#### Data provided ####

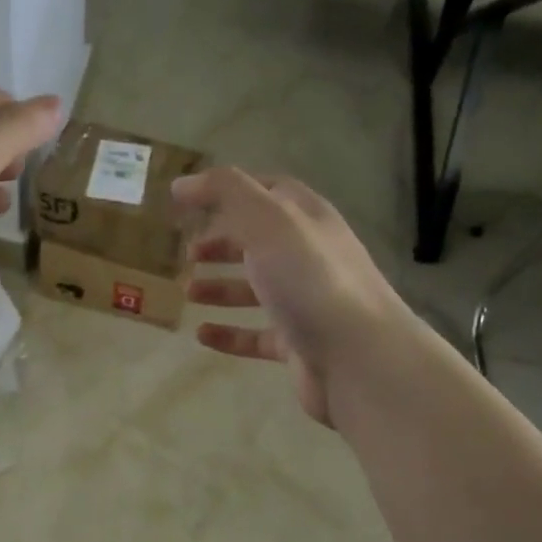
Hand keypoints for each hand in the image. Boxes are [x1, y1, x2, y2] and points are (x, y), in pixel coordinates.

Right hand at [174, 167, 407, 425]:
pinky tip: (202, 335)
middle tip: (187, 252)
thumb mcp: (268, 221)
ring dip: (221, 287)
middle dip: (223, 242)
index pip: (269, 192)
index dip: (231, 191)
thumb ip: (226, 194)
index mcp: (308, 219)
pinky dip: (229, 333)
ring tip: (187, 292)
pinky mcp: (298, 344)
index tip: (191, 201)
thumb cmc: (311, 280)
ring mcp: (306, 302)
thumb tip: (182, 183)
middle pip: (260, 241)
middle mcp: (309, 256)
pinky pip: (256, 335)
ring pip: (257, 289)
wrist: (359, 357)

####
#### Data provided ####

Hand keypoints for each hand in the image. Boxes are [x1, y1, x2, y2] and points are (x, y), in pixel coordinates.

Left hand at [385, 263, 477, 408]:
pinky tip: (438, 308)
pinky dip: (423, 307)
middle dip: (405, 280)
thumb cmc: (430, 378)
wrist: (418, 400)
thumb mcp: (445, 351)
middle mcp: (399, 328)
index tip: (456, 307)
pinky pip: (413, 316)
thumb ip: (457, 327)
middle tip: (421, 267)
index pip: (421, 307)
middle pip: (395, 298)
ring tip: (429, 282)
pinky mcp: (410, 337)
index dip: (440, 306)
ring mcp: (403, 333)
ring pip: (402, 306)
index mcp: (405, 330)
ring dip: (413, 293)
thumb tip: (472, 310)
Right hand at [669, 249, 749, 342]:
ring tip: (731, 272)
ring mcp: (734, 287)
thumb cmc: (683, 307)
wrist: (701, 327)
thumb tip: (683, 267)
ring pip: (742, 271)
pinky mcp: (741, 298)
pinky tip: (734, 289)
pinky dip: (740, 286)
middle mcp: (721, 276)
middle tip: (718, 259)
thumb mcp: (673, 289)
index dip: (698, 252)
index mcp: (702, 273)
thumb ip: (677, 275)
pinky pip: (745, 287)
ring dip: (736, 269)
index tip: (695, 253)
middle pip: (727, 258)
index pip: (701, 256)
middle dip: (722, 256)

####

§ About this exercise
Scan the listing and copy every line where the string "hand" shows up.

§ Expected answer
Hand keypoints for each hand in the image. Boxes are [x1, y1, x2, y2] and points are (x, y), in pixel coordinates.
Right hand at [174, 167, 407, 425]:
Hand keypoints for each hand in the image. Boxes are [x1, y1, x2, y2] and points are (x, y), in pixel coordinates.
Left hand at [385, 263, 477, 408]:
Right hand at [669, 249, 749, 342]:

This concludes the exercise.